2. Bagaimana perkembangan EYD dari masa
ke masa?
3. Apa saja kaidah-kaidah yang terdapat
dalam EYD?
1.3
TUJUAN PENULISAN
1. Untuk mengetahui apa yang dimaksud
dengan EYD.
2. Untuk mengetahui perkembangan EYD
dari masa ke masa.
3. Untuk mengetahui kaidah-kaidah apa
saja yang terdapat dalam EYD.
1.4
MANFAAT PENULISAN
1. Sebagai bentuk perampungan mata
kuliah Bahasa Indonesia, dalam pemenuhan syarat penilaian.
2. Menambah pemahaman tentang tata cara
penyususnan makalah yang baik dan benar.
BAB II
PEMBAHASAN
2.1
EJAYAAN YANG DISEMPURNAKAN
Menurut Kamus Besar Bahas
Indonesia, Ejaan adalah kaidah-kaidah cara menggambarkan bunyi-bunyi (kata,
kalimat, dsb) dalam bentuk tulisan (huruf-huruf) serta penggunaan tanda baca. Ejaan adalah
keseluruhan peraturan bagaimana melambangkan bunyi ujaran dan bagaimana
antarhubungan antara lambang-lambang itu (pemisahan dan penggambungannya dalam
suatu bahasa).
Secara teknis, yang
dimaksud dengan ejaan ialah penulisan huruf, penulisan kata, dan pemakaian
tanda baca (Arifin, 2008: 164).
Ejaan adalah sebuah
ilmu yang mempelajari bagaimana ucapan atau apa yang dilisankan oleh seseorang
ditulis dengan perantara lambang-lambang atau gambar gambar bunyi. Menurut
Suyanto (2011: 90).
Ejaan adalah sebuah
ilmu yang mempelajari bagaimana ucapan atau apa yang di-lisankan oleh seseorang
ditulis dengan perantara lambang
lambang
atau gambar-gambar bunyi. Ejaan adalah keseluruhan peraturan dalam melambangkan
bunyi-bunyi ujaran, menempatkan tanda-tanda baca, memotong suku kata, dan
menghubungkan kata-kata (Suryaman dalam Rahayu, 1997: 15).
Ejaan yang
Disempurnakan adalah ejaan bahasa Indonesia yang berlaku sejak tahun 1972. Ejaan
ini menggantikan ejaan sebelumnya, Ejaan Republik atau Ejaan Soewandi. Ejaan
bahasa Indonesia yang berlaku sejak 1972 sampai saat ini ialah Ejaan Bahasa
Indonesia yang Disempurnakan atau dikenal dengan singkatan EYD. 8 EYD
di-resmikan pemakaiannya sejak Agustus tahun 1972 berdasarkan Keputusan
Presiden Republik Indonesia No. 57 Tahun 1972. Dilihat dari usianya,
implementasi EYD dalam penulisan sudah cukup lama karena lebih dari tiga
dasawarsa. Namun, kenyataanya menunjukkan bahwa sampai saat ini masih sering
dijumpai tulisan yang tidak taat asas atau menyimpang dari ketentuan yang telah
ditetapkan.
.
2.2
PERKEMBANGAN EJAAN YANG DISEMPURNAKAN
Bahasa Indonesia yang awalnya berakar dari bahasa Melayu sudah
memiliki aksara sejak beratus tahun yang lalu, yaitu aksara Arab Melayu. Di
Nusantara ini, bukan saja aksara Arab Melayu yang kita kenal. Kita juga
mengenal aksara Jawa, aksara Sunda, aksara Bugis, aksara Bali, aksara Lampung,
aksara Kerinci, aksara Rejang, dan aksara Batak. Aksara itu masing-masing memiliki
nama, seperti aksara Kaganga dan aksara Rencong (incung).

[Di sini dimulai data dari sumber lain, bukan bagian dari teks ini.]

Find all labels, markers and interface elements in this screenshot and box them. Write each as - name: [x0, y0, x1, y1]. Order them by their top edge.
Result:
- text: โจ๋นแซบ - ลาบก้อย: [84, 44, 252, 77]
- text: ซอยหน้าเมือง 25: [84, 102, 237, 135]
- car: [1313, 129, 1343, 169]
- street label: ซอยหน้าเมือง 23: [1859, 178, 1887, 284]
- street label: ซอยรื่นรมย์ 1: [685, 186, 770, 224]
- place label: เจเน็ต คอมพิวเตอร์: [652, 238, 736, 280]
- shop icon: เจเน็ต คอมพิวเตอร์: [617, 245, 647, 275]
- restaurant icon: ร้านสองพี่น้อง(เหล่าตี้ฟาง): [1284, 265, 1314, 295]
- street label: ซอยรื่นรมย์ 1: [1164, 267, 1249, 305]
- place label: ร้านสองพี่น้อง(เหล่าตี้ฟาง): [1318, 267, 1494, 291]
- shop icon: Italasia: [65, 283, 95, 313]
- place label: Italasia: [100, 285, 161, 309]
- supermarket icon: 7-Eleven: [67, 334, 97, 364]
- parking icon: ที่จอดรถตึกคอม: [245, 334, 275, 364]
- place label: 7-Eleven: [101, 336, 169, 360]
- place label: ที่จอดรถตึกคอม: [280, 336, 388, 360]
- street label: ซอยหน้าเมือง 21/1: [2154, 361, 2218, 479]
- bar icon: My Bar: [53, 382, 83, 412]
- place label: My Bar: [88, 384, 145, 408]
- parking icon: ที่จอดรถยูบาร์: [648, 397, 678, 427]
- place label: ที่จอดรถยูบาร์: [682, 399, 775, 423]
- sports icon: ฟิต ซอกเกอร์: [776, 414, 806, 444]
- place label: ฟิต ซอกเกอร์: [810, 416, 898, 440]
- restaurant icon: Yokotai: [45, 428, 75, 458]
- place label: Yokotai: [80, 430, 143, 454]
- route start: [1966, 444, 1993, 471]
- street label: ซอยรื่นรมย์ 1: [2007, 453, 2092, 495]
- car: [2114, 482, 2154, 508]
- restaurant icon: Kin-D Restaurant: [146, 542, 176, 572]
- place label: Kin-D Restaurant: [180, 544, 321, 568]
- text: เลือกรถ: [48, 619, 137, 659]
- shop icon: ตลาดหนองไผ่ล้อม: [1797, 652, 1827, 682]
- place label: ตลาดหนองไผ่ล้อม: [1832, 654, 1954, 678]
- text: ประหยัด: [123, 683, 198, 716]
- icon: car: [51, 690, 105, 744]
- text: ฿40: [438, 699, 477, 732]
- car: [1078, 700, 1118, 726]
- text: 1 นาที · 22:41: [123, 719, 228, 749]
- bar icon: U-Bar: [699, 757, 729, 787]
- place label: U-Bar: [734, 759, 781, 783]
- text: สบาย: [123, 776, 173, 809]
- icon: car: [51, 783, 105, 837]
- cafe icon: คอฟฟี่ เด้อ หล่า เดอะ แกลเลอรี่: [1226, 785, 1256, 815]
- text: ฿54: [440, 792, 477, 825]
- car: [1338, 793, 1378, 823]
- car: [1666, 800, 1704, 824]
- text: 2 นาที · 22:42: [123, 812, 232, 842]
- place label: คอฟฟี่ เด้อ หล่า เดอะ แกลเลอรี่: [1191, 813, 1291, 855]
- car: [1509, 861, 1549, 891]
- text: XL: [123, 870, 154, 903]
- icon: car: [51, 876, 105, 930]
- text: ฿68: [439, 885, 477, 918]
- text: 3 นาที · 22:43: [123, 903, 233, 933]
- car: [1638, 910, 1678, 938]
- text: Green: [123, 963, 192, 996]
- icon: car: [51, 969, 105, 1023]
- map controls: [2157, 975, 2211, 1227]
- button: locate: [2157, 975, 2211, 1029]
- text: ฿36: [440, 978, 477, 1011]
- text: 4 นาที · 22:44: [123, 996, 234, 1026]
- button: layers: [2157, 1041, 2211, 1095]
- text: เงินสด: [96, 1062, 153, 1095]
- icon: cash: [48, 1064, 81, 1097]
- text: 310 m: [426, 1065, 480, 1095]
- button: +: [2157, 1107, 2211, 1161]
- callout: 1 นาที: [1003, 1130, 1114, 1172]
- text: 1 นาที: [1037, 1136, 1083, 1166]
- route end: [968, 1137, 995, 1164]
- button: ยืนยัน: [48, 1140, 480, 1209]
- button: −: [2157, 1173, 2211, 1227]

1. Ejaan Van Ophuysen (1901-1947)
Ejaan ini merupakan pengembangan ejaan bahasa Melayu dengan
menggunakan huruf latin yang dilakukan oleh Prof. Charles van Ophuijsen
ahli bahasa berkebangsaan Belanda dibantu oleh Engku Nawawi gelar Sutan Makmur
dan Moh. Taib Sultan Ibrahim. Ejaan ini menjadi panduan bagi pemakai
bahasa Melayu di Indonesia.
Ciri-ciri Ejaan
Van Ophuysen:
- Huruf
“I” untuk membedakan antara huruf I sebagai akhiran dan karenanya harus dengan
diftong seperti mulai dengan ramai, juga digunakan untuk huruf “y”
soerabaia.
- Huruf
“j” untuk menuliskan kata-kata jang, pajah, sajang dan sebagainya. Huruf
“oe” untuk menuliskan kata-kata goeroe, itoe,oemoer, dan sebagainya.
- Tanda
diakritik seperti koma, ain dan tanda , untuk menuliskan kata-kata
ma’moer, ’akal, ta’, pa’, dan sebagainya.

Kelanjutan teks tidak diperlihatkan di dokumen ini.